(Data for this exercise)
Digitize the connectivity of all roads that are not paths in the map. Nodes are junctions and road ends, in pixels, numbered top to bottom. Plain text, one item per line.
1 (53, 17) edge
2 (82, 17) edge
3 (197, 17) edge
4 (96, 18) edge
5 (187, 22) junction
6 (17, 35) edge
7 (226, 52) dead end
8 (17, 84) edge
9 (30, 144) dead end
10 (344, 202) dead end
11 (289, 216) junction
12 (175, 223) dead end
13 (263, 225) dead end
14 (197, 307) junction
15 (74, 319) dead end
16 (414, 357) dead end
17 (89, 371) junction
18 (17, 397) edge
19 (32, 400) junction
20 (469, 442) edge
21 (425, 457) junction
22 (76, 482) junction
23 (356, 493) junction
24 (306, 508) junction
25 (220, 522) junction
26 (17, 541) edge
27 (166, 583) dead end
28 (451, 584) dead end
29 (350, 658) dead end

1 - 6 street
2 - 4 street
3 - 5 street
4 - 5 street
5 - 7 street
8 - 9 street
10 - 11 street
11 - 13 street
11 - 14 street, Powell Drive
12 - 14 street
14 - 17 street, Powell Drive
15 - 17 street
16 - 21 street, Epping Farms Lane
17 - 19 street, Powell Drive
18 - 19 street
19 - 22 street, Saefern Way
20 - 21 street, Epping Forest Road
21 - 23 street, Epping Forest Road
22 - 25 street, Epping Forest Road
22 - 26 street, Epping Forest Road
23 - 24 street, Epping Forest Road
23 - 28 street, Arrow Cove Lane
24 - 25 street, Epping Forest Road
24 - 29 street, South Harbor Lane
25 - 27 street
(End Data for this exercise)
> **Directions**
The number of lines in the records that include "Lane" is what is needed, with no other words.

> **Answer to this task**
3